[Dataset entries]
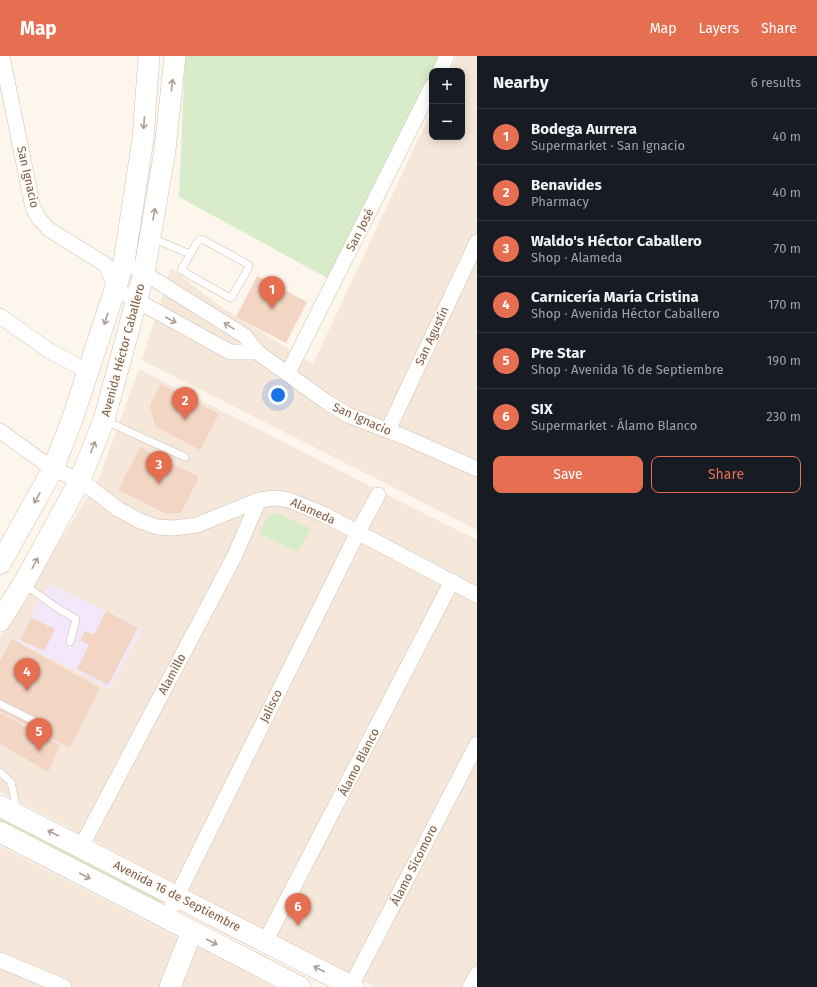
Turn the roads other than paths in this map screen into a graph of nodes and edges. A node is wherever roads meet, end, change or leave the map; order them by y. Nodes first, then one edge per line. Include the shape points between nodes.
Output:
1 (2, 56) edge
2 (149, 56) edge
3 (175, 56) edge
4 (447, 56) edge
5 (441, 68) edge
6 (429, 92) edge
7 (150, 237) junction
8 (477, 242) edge
9 (190, 254) junction
10 (115, 263) junction
11 (144, 273) junction
12 (116, 289) junction
13 (136, 302) junction
14 (0, 316) edge
15 (257, 352) junction
16 (88, 371) junction
17 (288, 373) junction
18 (104, 420) junction
19 (388, 430) junction
20 (0, 431) edge
21 (185, 457) dead end
22 (53, 469) junction
23 (477, 469) edge
24 (80, 480) junction
25 (378, 495) dead end
26 (259, 500) junction
27 (358, 532) junction
28 (3, 552) edge
29 (452, 582) junction
30 (24, 584) junction
31 (477, 595) edge
32 (0, 621) edge
33 (70, 642) dead end
34 (0, 704) edge
35 (46, 727) dead end
36 (477, 744) edge
37 (0, 772) edge
38 (9, 810) edge
39 (0, 832) edge
40 (81, 847) junction
41 (177, 896) junction
42 (166, 918) junction
43 (192, 931) junction
44 (265, 942) junction
45 (0, 960) edge
46 (477, 974) edge
47 (352, 986) edge
48 (64, 987) edge
49 (170, 987) edge
50 (300, 987) edge
51 (470, 987) edge

1 - 10 street, San Ignacio via 33,208 50,230
2 -> 10 main road, Avenida Héctor Caballero via 143,139
7 -> 3 main road, Avenida Héctor Caballero via 165,150
4 - 5 street
6 - 17 street, San José
7 - 9 lane
7 - 11 main road, Avenida Héctor Caballero
8 - 19 street, San Agustín
9 - 9 lane via 182,271 230,298 249,267 247,263 202,239
10 - 11 street, San Ignacio
10 - 12 main road, Avenida Héctor Caballero
11 - 13 main road, Avenida Héctor Caballero
15 -> 11 street, San Ignacio via 245,336
12 - 13 street
12 -> 16 main road, Avenida Héctor Caballero
13 -> 15 street via 230,352
13 - 18 main road, Avenida Héctor Caballero
14 - 16 street via 51,352
15 - 17 street, San Ignacio
16 - 22 main road, Avenida Héctor Caballero
17 - 19 street, San Ignacio via 348,415
18 - 21 lane
24 -> 18 main road, Avenida Héctor Caballero
19 - 23 street, San Ignacio
20 - 22 street, Alameda
22 - 24 street, Alameda
22 -> 28 main road, Avenida Héctor Caballero
24 - 26 street, Alameda via 118,509 158,527 197,525
30 -> 24 main road, Avenida Héctor Caballero
25 - 27 street, Jalisco
26 - 27 street, Alameda via 289,500
26 - 40 street, Alamillo via 234,557
27 - 29 street, Alameda
27 - 41 street, Jalisco
29 - 31 street, Alameda
29 - 44 street, Álamo Blanco
30 - 32 main road, Avenida Héctor Caballero
30 - 33 lane via 76,619
34 - 35 lane
36 - 47 street, Álamo Sicomoro
37 - 38 lane via 11,782
40 -> 38 main road, Avenida 16 de Septiembre
39 -> 42 main road, Avenida 16 de Septiembre
40 - 41 main road, Avenida 16 de Septiembre
41 - 42 street, Jalisco
41 - 44 main road, Avenida 16 de Septiembre
42 - 43 main road, Avenida 16 de Septiembre
43 - 49 main road
43 -> 50 main road, Avenida 16 de Septiembre
47 -> 44 main road, Avenida 16 de Septiembre
45 - 48 street
46 - 51 street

## Directions
Could every entry be restated word for word, pictures excluded?

## Exercise solution
Turn the roads other than paths in this map screen into a graph of nodes and edges. A node is wherever roads meet, end, change or leave the map; order them by y. Nodes first, then one edge per line. Include the shape points between nodes.
Output:
1 (2, 56) edge
2 (149, 56) edge
3 (175, 56) edge
4 (447, 56) edge
5 (441, 68) edge
6 (429, 92) edge
7 (150, 237) junction
8 (477, 242) edge
9 (190, 254) junction
10 (115, 263) junction
11 (144, 273) junction
12 (116, 289) junction
13 (136, 302) junction
14 (0, 316) edge
15 (257, 352) junction
16 (88, 371) junction
17 (288, 373) junction
18 (104, 420) junction
19 (388, 430) junction
20 (0, 431) edge
21 (185, 457) dead end
22 (53, 469) junction
23 (477, 469) edge
24 (80, 480) junction
25 (378, 495) dead end
26 (259, 500) junction
27 (358, 532) junction
28 (3, 552) edge
29 (452, 582) junction
30 (24, 584) junction
31 (477, 595) edge
32 (0, 621) edge
33 (70, 642) dead end
34 (0, 704) edge
35 (46, 727) dead end
36 (477, 744) edge
37 (0, 772) edge
38 (9, 810) edge
39 (0, 832) edge
40 (81, 847) junction
41 (177, 896) junction
42 (166, 918) junction
43 (192, 931) junction
44 (265, 942) junction
45 (0, 960) edge
46 (477, 974) edge
47 (352, 986) edge
48 (64, 987) edge
49 (170, 987) edge
50 (300, 987) edge
51 (470, 987) edge

1 - 10 street, San Ignacio via 33,208 50,230
2 -> 10 main road, Avenida Héctor Caballero via 143,139
7 -> 3 main road, Avenida Héctor Caballero via 165,150
4 - 5 street
6 - 17 street, San José
7 - 9 lane
7 - 11 main road, Avenida Héctor Caballero
8 - 19 street, San Agustín
9 - 9 lane via 182,271 230,298 249,267 247,263 202,239
10 - 11 street, San Ignacio
10 - 12 main road, Avenida Héctor Caballero
11 - 13 main road, Avenida Héctor Caballero
15 -> 11 street, San Ignacio via 245,336
12 - 13 street
12 -> 16 main road, Avenida Héctor Caballero
13 -> 15 street via 230,352
13 - 18 main road, Avenida Héctor Caballero
14 - 16 street via 51,352
15 - 17 street, San Ignacio
16 - 22 main road, Avenida Héctor Caballero
17 - 19 street, San Ignacio via 348,415
18 - 21 lane
24 -> 18 main road, Avenida Héctor Caballero
19 - 23 street, San Ignacio
20 - 22 street, Alameda
22 - 24 street, Alameda
22 -> 28 main road, Avenida Héctor Caballero
24 - 26 street, Alameda via 118,509 158,527 197,525
30 -> 24 main road, Avenida Héctor Caballero
25 - 27 street, Jalisco
26 - 27 street, Alameda via 289,500
26 - 40 street, Alamillo via 234,557
27 - 29 street, Alameda
27 - 41 street, Jalisco
29 - 31 street, Alameda
29 - 44 street, Álamo Blanco
30 - 32 main road, Avenida Héctor Caballero
30 - 33 lane via 76,619
34 - 35 lane
36 - 47 street, Álamo Sicomoro
37 - 38 lane via 11,782
40 -> 38 main road, Avenida 16 de Septiembre
39 -> 42 main road, Avenida 16 de Septiembre
40 - 41 main road, Avenida 16 de Septiembre
41 - 42 street, Jalisco
41 - 44 main road, Avenida 16 de Septiembre
42 - 43 main road, Avenida 16 de Septiembre
43 - 49 main road
43 -> 50 main road, Avenida 16 de Septiembre
47 -> 44 main road, Avenida 16 de Septiembre
45 - 48 street
46 - 51 street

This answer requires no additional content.